Abstract
Today, the amount of Amharic digital documents has grown rapidly. Because of this, automatic text classification is extremely important. Proper selection of features has a crucial role in the accuracy of classification and computational time. When the initial feature set is considerably larger, it is important to pick the right features. In this paper, we present a hybrid feature selection method, called IGCHIDF, which consists of information gain (IG), chi-square (CHI), and document frequency (DF) features’ selection methods. We evaluate the proposed feature selection method on two datasets: dataset 1 containing 9 news categories and dataset 2 containing 13 news categories. Our experimental results showed that the proposed method performs better than other methods on both datasets 1and 2. The IGCHIDF method’s classification accuracy is up to 3.96% higher than the IG method, up to 11.16% higher than CHI, and 7.3% higher than DF on dataset 2, respectively.
1. Introduction
Amharic is one of the Ethiopian languages, grouped under Semitic branch of Afro-Asiatic language. Amharic serves as the official working language of Ethiopia Federal Democratic Republic, and it is the second most spoken Semitic language in the world after Arabic with a total speakers of around 25 million, as per the census of 2007 [1].

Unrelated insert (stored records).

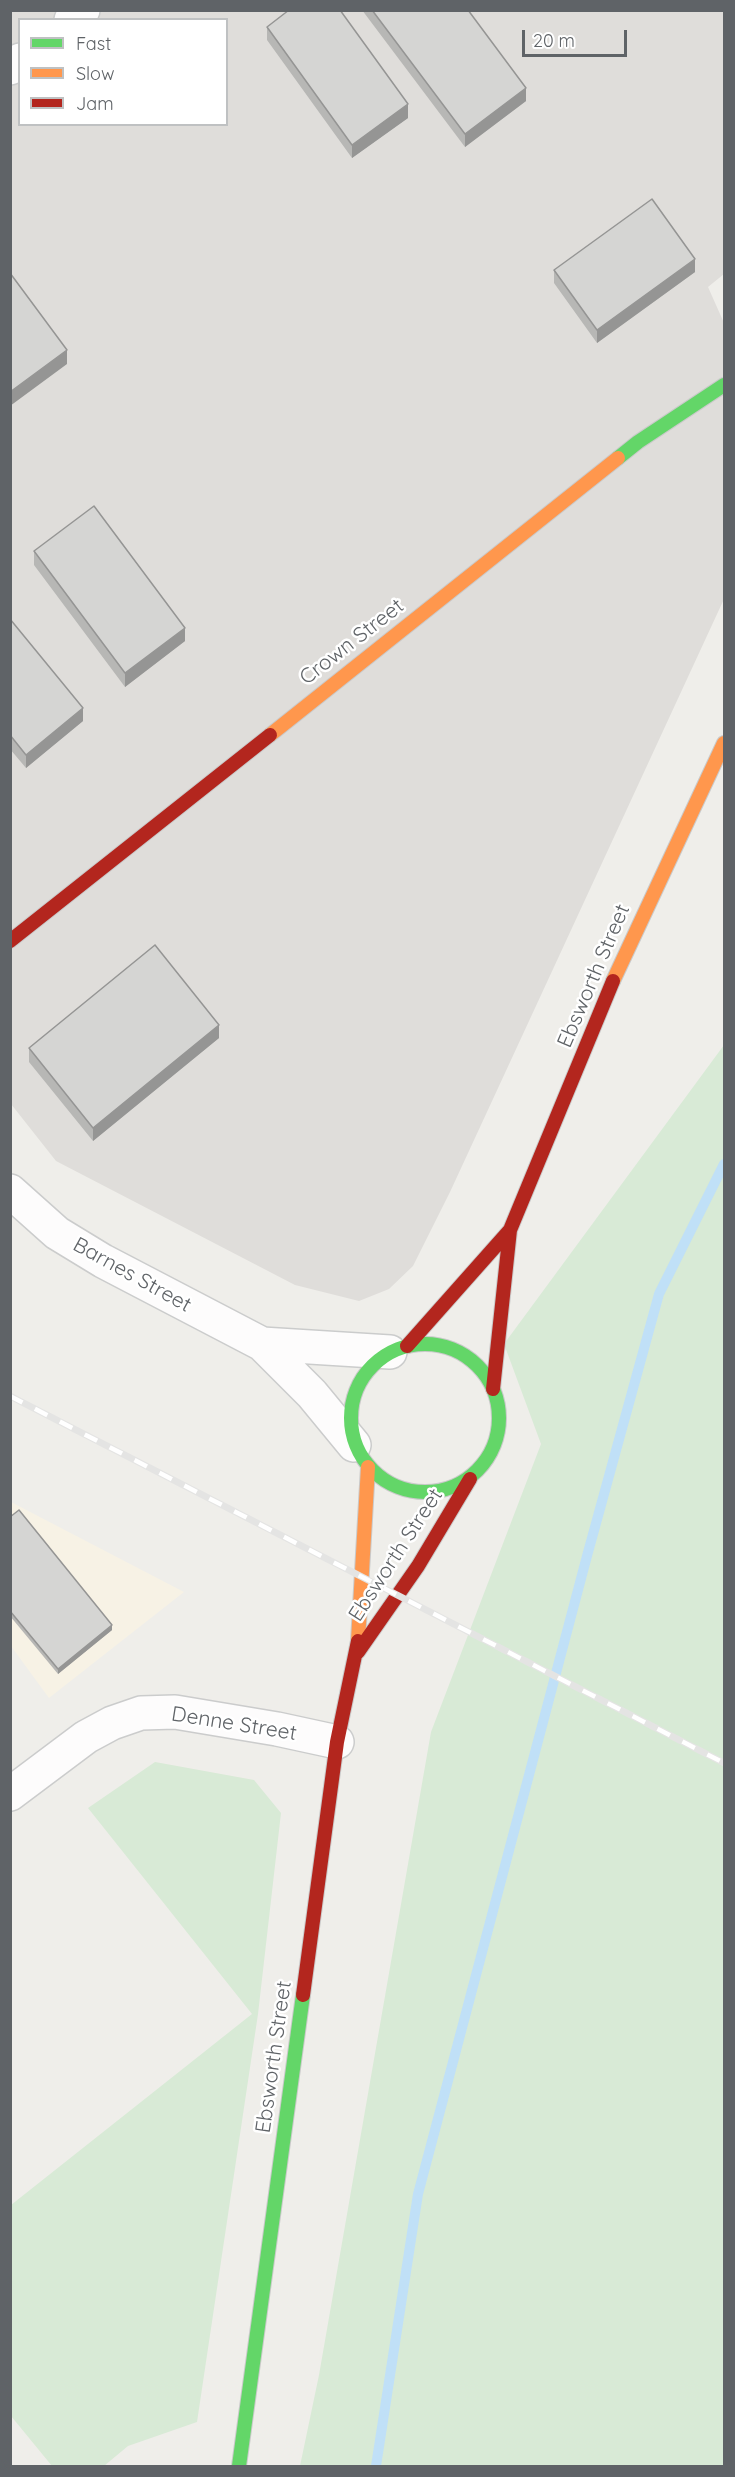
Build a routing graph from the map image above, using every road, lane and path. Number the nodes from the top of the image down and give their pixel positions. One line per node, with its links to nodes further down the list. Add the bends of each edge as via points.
1 (724, 385): 3 (street, Crown Street, via 638,442)
2 (724, 743): 5 (street, Ebsworth Street, via 627,948)
3 (10, 941)
4 (10, 1191): 6 (street, Barnes Street, via 57,1233 93,1255)
5 (510, 1230): 7 (street, Ebsworth Street); 8 (street, Ebsworth Street)
6 (262, 1344): 7 (street, Barnes Street); 9 (street, Barnes Street, via 312,1394)
7 (399, 1349): 8 (street, via 428,1343 448,1347 467,1356); 9 (street, via 373,1364 352,1401 350,1423)
8 (493, 1389): 10 (street, via 499,1413 497,1438 487,1461)
9 (361, 1456): 10 (street, via 385,1482 406,1491 428,1494); 11 (street, Ebsworth Street, via 366,1528)
10 (470, 1479): 11 (street, Ebsworth Street, via 418,1566)
11 (357, 1654): 12 (street, Ebsworth Street)
12 (337, 1742): 13 (street, Denne Street, via 174,1712 141,1713 86,1737); 14 (street, Ebsworth Street)
13 (10, 1794)
14 (239, 2466)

Nowadays, the volume of Amharic digital document has increased rapidly on Internet. Due to this, Amharic document classification is strongly needed. The method by which tags or categories are allocated to text according to their content is called text classification [2]. It is one of Natural Language Processing (NLP) task with wide applications for subject labeling, spam detection, and intent detection [3]. Owing to the existence of unstructured data in the form of text, emails, social media, conversations, web pages, and survey answers are everywhere. The extraction of insights from these media is challenging and time-consuming. Automatic text classification plays a great role in the dynamic management of textual information gained from these sources.
In five simple steps, automatic text classification can be performed. These are the preprocessing, term-weighing, document representation, dimension reduction, and classification. The accuracy of classification is influenced by the methods used in certain text classification stages. Curse of dimensionality is one of the major problems which affects the classification accuracy and computational complexity [4]. Dataset with large number of attributes or features results in difficulties in analyzing or visualizing data to identify patterns and train the machine learning model [5]. Text documents can contain hundreds or thousands of unique terms. If we use all terms in the classification, we may get a poor result because some terms are not helpful for the classification and some of the terms mislead the classifier.
Dimensionality reduction is used to reduce time complexity and space complexity, saving the cost of observing all features and making the system robust by using the most relevant features of the dataset [6]. Feature selection is one of the dimensionality reduction methods that help to choose the most relevant terms before applying the learning algorithm [7]. Feature selection methods can be divided mainly into three categories: filter, wrapper, and embedded [5]. Filter methods do not depend on the classification algorithm rather it focused on evaluating the importance of features in the classification process [8]. The wrapper method of feature selection considers features’ dependency and provides the interaction between feature subset selection and learning model used [9], whereas the embedded method is similar to the wrapper method since they also used to optimize the objective function or performance of the learning algorithm or model [10]. Their basic difference is that an intrinsic model building metric is used during the learning phase. The filter method is used in this paper, since the wrapper and embedded methods are not feasible for large feature size, biased to learning algorithm and computationally expensive [8, 11].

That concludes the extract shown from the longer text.